Сара зажала ладонью рот, закрыла глаза и слушала Хердис Снартему. Саре удалось взять себя в руки, она набрала в легкие воздуху и задала напрашивающийся вопрос, не она ли мать этого ребенка, на что мягкоголосая Снартему ответила отрицательно с коротким смешком. Сара поблагодарила за информацию и повесила трубку.
А потом она заплакала.
Саре Клепп, которая любила своего сына больше всего на свете и которая прожила насыщенную жизнь, богатую и горестями, и радостями, казалось, что такого она не заслужила. Стоя с гудящей телефонной трубкой в руке и пытаясь переварить тот факт, что Ярле стал отцом, что сама она теперь бабушка и что есть на свете крохотный новорожденный ребеночек, о котором она ничего не знает, — ребенок, узнать о котором ей пришлось унизительным образом через посредство девахи, которая ничего для Ярле не сделала, если не считать того, что она от него ушла, — Сара абсолютно ничего не понимала.

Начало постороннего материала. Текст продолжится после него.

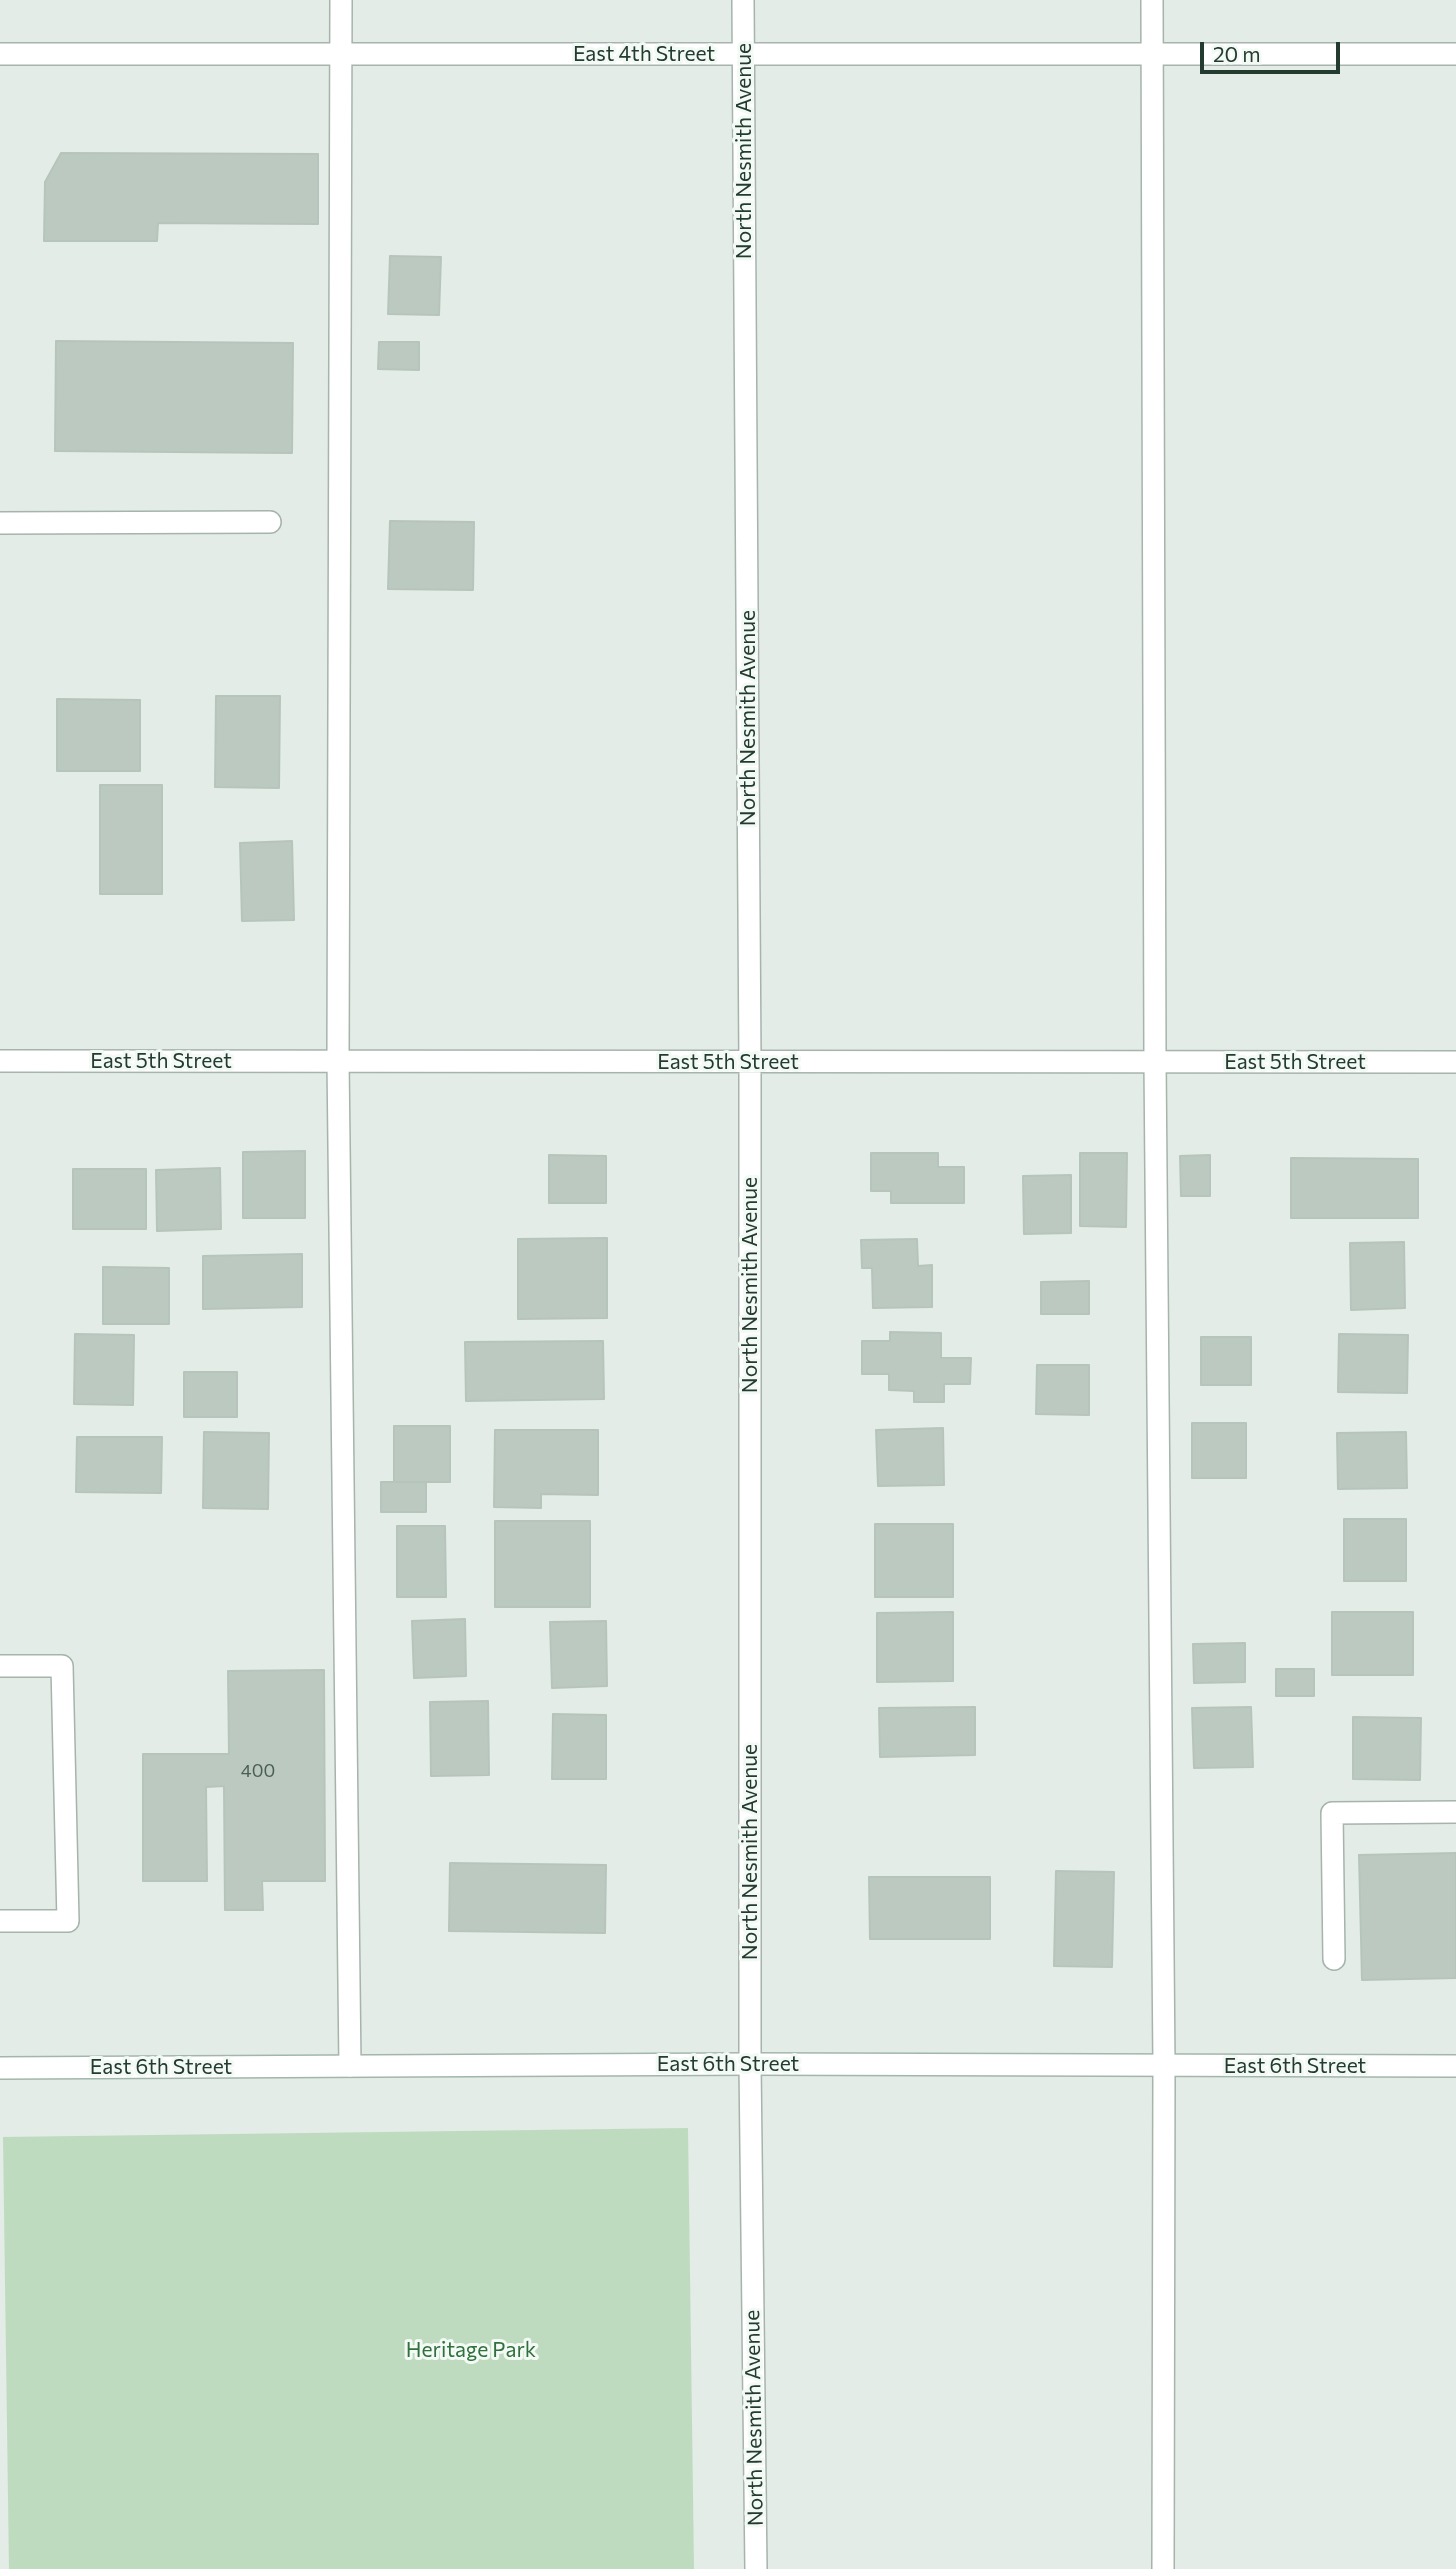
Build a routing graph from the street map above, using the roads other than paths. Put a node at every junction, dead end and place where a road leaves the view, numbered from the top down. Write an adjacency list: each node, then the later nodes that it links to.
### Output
1 (341, 0): 5 (street)
2 (743, 0): 6 (street, North Nesmith Avenue)
3 (1152, 0): 7 (street)
4 (0, 54): 5 (street, East 4th Street)
5 (341, 54): 6 (street, East 4th Street); 12 (street)
6 (743, 54): 7 (street, East 4th Street); 13 (street, North Nesmith Avenue)
7 (1153, 54): 8 (street, East 4th Street); 14 (street)
8 (1456, 54)
9 (270, 522): 10 (street)
10 (0, 523)
11 (0, 1061): 12 (street, East 5th Street)
12 (338, 1061): 13 (street, East 5th Street); 22 (street)
13 (750, 1062): 14 (street, East 5th Street); 20 (street, North Nesmith Avenue)
14 (1155, 1062): 15 (street, East 5th Street); 21 (street)
15 (1456, 1062)
16 (0, 1666): 18 (street)
17 (1456, 1812): 19 (street)
18 (0, 1921)
19 (1334, 1959)
20 (750, 2064): 21 (street, East 6th Street); 22 (street, East 6th Street); 25 (street, North Nesmith Avenue)
21 (1164, 2065): 23 (street, East 6th Street); 26 (street)
22 (350, 2066): 24 (street, East 6th Street)
23 (1456, 2066)
24 (0, 2067)
25 (756, 2569)
26 (1163, 2569)

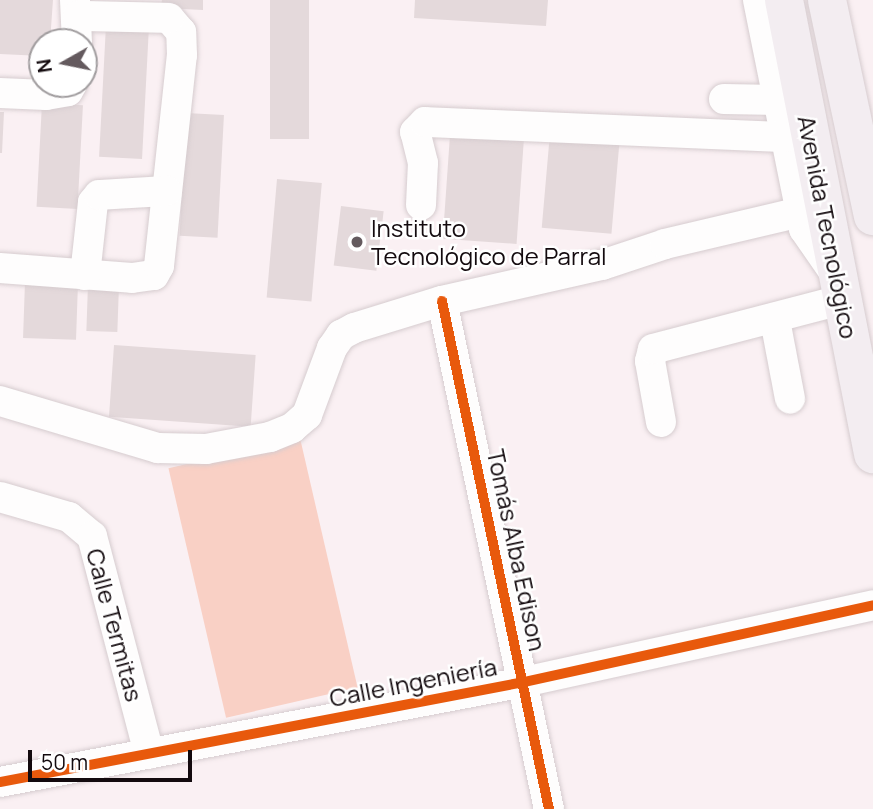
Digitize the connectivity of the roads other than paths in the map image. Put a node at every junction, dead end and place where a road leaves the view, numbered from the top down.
1 (758, 0) edge
2 (784, 0) edge
3 (827, 0) edge
4 (77, 19) edge
5 (0, 93) edge
6 (28, 95) edge
7 (724, 99) dead end
8 (778, 100) junction
9 (785, 137) junction
10 (862, 160) junction
11 (804, 171) junction
12 (167, 191) junction
13 (421, 205) dead end
14 (800, 212) junction
15 (873, 216) edge
16 (0, 268) edge
17 (85, 275) junction
18 (850, 291) edge
19 (442, 301) junction
20 (775, 320) junction
21 (790, 399) dead end
22 (0, 401) edge
23 (661, 422) dead end
24 (873, 454) edge
25 (0, 497) edge
26 (873, 605) edge
27 (524, 682) junction
28 (149, 754) junction
29 (0, 782) edge
30 (549, 809) edge

1 - 8 street
2 - 11 main road, Avenida Tecnológico
3 - 10 main road, Avenida Tecnológico
4 - 12 street
5 - 6 street
7 - 8 street
8 - 9 street
9 - 11 street
9 - 13 street
10 - 11 street
10 - 15 main road, Avenida Tecnológico
11 - 14 street
11 - 18 main road, Avenida Tecnológico
12 - 17 street
12 - 17 street
14 - 18 street
14 - 19 street
16 - 17 street
18 - 20 street
18 - 24 main road, Avenida Tecnológico
19 - 22 street
19 - 27 street, Tomás Alba Edison
20 - 21 street
20 - 23 street
25 - 28 street, Calle Termitas
26 - 27 street, Calle Ingeniería
27 - 28 street, Calle Ingeniería
27 - 30 street, Tomás Alba Edison
28 - 29 street, Calle Ingeniería

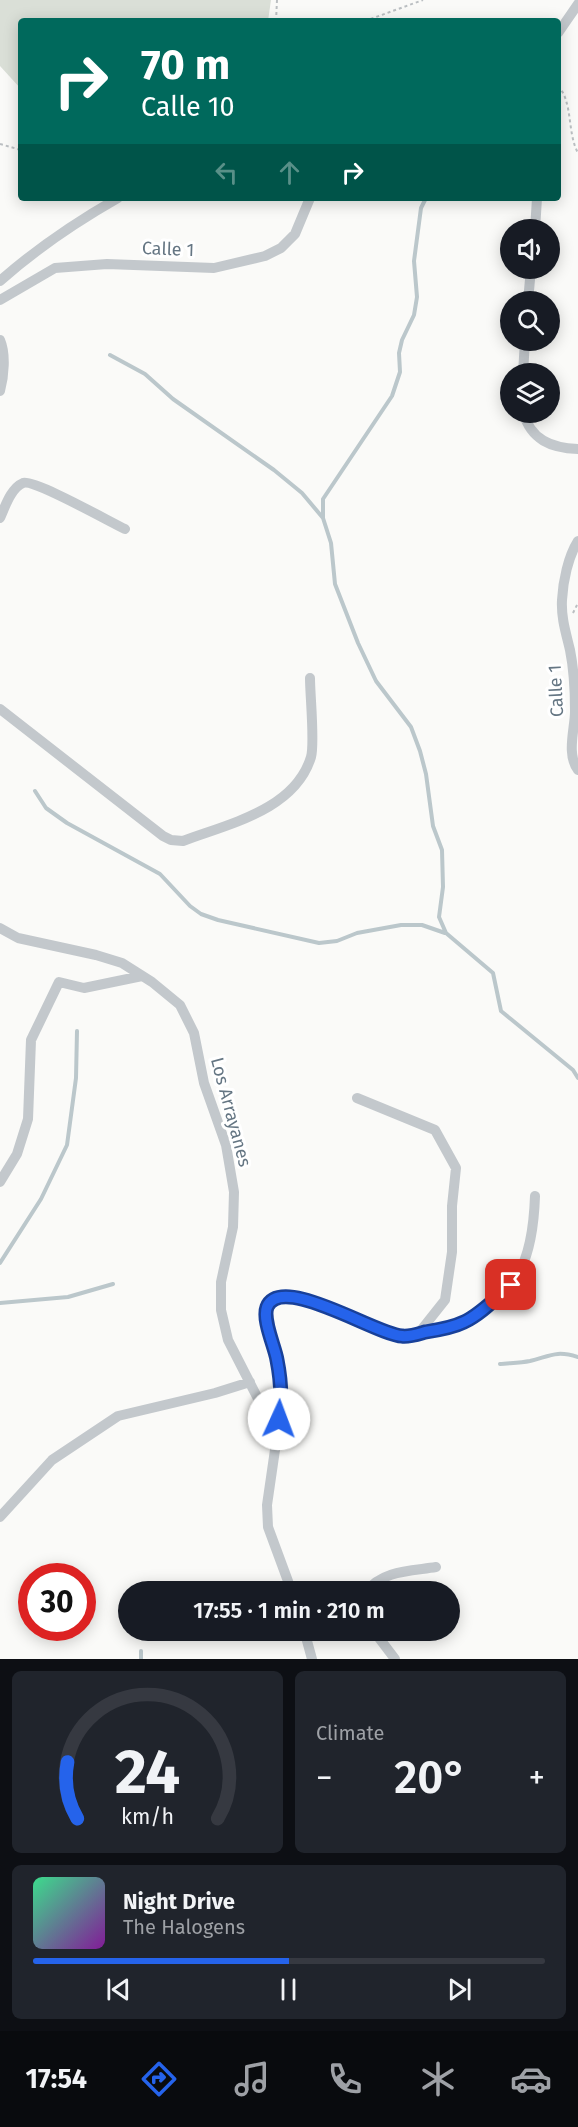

Сара все плакала и плакала.
Она положила трубку и пошла в гостиную. Она пустила ноги пройтись по ковру, она пустила руки потрогать занавески, она переставила фарфоровые фигурки на серванте и, надавливая рукой на корешки, задвинула поглубже книжки, чтобы они образовали совершенно ровную линию.
И еще немножко поплакала.
Когда Сара Клепп выплакала наконец в этот вечер все слезы, которые постепенно вбирали в себя больше, чем то, что вызвало эти слезы, больше и грустных, и теплых воспоминаний, слезы, которые подвели ее к альбомам со старыми фотографиями, на которых был изображен маленький Ярле, слезы, которые навели ее на стершиеся картины из собственного детства, слезы, которые, будто по волнам, носили ее по жизни и сопровождали мелкие и крупные события подобающими им слезами; когда она в конце концов почувствовала, что глаза у нее просохли и воспоминания на этот раз исчерпаны, она набрала номер Ярле. Ответа не было. Она набирала его несколько раз, но никто не желал снимать трубку.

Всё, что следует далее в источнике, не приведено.